• What you are asked to do: After locating the line that contains "ring pip: (305, 235)" in the data below, set down exactly that line and each one after it through the line that contains "pinky tip: (1187, 894)", and nothing more.

━━━━━ Task inputs ━━━━━

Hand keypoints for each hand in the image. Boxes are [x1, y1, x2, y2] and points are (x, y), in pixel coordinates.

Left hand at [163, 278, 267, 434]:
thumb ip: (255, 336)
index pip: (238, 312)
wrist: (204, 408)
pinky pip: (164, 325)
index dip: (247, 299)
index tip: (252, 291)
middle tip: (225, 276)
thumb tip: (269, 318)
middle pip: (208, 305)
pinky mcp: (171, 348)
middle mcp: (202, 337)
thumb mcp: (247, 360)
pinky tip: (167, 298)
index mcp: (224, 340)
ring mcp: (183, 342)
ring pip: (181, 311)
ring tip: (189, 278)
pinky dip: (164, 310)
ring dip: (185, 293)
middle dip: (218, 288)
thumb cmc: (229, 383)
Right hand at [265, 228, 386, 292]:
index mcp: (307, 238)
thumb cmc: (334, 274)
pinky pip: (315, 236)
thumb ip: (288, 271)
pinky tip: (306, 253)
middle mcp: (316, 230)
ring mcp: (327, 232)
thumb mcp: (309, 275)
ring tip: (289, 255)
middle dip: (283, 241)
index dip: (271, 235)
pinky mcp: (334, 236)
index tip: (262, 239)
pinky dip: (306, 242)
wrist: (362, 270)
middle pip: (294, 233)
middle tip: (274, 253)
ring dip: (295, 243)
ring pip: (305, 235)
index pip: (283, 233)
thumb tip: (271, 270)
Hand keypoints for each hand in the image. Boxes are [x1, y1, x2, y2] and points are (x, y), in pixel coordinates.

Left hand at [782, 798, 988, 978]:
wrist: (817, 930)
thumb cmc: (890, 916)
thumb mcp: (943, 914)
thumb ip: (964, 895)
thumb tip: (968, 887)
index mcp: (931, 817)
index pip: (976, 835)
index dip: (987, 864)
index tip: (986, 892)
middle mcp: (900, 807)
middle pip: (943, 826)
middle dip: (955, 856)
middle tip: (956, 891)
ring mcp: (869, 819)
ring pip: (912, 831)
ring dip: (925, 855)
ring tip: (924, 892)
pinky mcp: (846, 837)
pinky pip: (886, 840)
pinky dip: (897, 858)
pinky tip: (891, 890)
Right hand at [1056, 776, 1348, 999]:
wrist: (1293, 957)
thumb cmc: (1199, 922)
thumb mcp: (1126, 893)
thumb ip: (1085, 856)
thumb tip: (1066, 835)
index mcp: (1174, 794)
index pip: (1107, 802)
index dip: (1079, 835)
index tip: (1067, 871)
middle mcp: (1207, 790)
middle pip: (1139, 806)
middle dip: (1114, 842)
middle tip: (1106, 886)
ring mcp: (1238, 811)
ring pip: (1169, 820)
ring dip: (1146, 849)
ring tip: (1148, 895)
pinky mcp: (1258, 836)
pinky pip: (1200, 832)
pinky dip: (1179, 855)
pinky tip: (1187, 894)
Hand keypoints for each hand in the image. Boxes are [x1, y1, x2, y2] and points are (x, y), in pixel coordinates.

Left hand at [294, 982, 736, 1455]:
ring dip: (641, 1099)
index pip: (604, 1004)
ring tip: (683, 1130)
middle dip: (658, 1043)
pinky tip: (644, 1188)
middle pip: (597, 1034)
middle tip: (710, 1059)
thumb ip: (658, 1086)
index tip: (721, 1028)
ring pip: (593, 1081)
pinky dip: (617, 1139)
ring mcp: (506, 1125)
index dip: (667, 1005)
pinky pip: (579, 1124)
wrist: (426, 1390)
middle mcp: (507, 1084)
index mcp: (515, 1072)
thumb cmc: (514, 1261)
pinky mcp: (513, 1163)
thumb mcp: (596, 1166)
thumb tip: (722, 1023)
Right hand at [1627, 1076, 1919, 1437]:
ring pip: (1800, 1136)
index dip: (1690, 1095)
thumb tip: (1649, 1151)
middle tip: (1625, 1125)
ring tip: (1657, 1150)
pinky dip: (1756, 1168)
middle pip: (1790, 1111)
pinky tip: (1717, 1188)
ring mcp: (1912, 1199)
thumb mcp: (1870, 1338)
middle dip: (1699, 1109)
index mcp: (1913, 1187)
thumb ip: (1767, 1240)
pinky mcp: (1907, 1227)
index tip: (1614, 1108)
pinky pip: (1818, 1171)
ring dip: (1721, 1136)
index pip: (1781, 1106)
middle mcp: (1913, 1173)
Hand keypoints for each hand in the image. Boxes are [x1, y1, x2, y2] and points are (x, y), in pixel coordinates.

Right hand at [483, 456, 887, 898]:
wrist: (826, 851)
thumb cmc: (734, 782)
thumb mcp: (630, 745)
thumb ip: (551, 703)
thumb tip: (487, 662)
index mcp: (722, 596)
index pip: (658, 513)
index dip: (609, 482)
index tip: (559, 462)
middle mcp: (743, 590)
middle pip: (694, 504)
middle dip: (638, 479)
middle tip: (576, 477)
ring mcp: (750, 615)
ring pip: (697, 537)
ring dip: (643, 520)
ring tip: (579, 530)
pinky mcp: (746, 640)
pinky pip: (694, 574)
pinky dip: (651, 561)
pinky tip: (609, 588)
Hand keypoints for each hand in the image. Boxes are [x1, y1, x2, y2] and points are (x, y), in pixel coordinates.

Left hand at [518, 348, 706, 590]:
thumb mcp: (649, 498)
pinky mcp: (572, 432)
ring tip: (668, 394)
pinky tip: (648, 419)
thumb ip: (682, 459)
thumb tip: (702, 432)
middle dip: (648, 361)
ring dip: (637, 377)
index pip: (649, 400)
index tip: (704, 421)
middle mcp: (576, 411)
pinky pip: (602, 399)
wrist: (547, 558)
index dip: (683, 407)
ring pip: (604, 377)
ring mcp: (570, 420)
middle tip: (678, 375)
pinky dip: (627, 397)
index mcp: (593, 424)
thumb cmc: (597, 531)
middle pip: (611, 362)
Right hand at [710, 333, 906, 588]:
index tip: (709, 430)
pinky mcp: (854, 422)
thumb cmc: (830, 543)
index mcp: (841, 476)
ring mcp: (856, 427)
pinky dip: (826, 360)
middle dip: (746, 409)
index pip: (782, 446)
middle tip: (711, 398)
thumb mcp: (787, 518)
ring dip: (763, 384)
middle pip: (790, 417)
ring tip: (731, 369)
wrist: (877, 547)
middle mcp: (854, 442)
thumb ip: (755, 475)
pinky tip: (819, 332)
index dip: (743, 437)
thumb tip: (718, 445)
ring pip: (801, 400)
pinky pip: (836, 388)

━━━━━

• Exercise response:
ring pip: (305, 235)
index pip: (283, 233)
thumb tip: (271, 270)
Hand keypoints for each hand in the image. Boxes are [x1, y1, x2, y2] and points are (x, y), in pixel coordinates.

Left hand at [782, 798, 988, 978]:
wrist: (817, 930)
thumb cmc: (890, 916)
thumb mcp: (943, 914)
thumb ip: (964, 895)
thumb tip: (968, 887)
index mcp: (931, 817)
index pip: (976, 835)
index dip: (987, 864)
index tip: (986, 892)
middle mcp: (900, 807)
middle pip: (943, 826)
middle dip: (955, 856)
middle tip: (956, 891)
ring mcp: (869, 819)
ring pip: (912, 831)
ring dip: (925, 855)
ring tip: (924, 892)
pinky mcp: (846, 837)
pinky pip: (886, 840)
pinky dip: (897, 858)
pinky tip: (891, 890)
Right hand at [1056, 776, 1348, 999]:
wrist: (1293, 957)
thumb cmc: (1199, 922)
thumb mcp: (1126, 893)
thumb ip: (1085, 856)
thumb tip: (1066, 835)
index mcp: (1174, 794)
index pip: (1107, 802)
index dip: (1079, 835)
index tip: (1067, 871)
middle mcp: (1207, 790)
middle pip: (1139, 806)
middle dip: (1114, 842)
middle tip: (1106, 886)
ring mcp: (1238, 811)
ring pip: (1169, 820)
ring dip: (1146, 849)
ring tip: (1148, 895)
pinky mcp: (1258, 836)
pinky pip: (1200, 832)
pinky dip: (1179, 855)
pinky tip: (1187, 894)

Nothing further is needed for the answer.